Anne Lastman, BA (Psy/Rel Stds), Dip Ed, M Rel Ed, MA (Theol Stds) is a Member of the Australian Counsellors’ Association (Level 3), of the Federation of Victoria Counsellors and of the ACA College of Loss & Grief (Level 3). She is the founder of Victims of Abortion Trauma Counselling and Info Services (PO Box 6094, Vermont South, 3133).

A revised second edition of her book Redeeming Grief has just been published (see page 16).

There is a sense of shame which hovers over the Catholic Church at this moment. It’s a church limping towards Calvary, being spat upon, being vilified, despised. It’s the one church which is the focal point of child sexual abuse allegations by its ministers and others within its ranks. And yet I would suggest that there is more to what we are seeing. We are seeing the crucifixion of the Bride of Christ just like the crucifixion of her Groom. There is much pain, shame, guilt in this time, and enduring this can unhinge. Loss of faith is possible.

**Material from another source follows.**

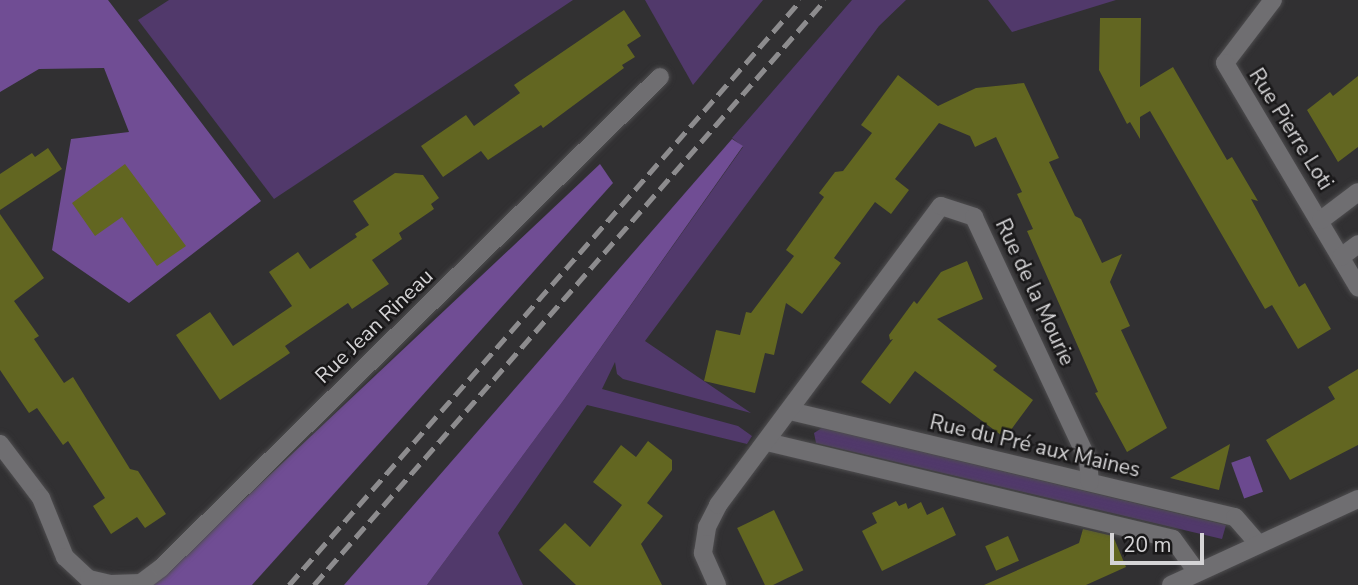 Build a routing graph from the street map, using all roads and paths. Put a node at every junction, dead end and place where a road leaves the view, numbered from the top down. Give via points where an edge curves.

Defined, sexual abuse is the forceful intrusion or violation into the sacred space of sexuality in the life of a person, but in this instance, a child, in the context of one in whose trusting care the child or children were situated.

This is a very clinical explanation for sexual abuse, but behind these words there is an immensity of pain and distortion. However, there is still much more to the experience and more and more the voices of those who have lived with the experience report dimensions which had hitherto been unacknowledged.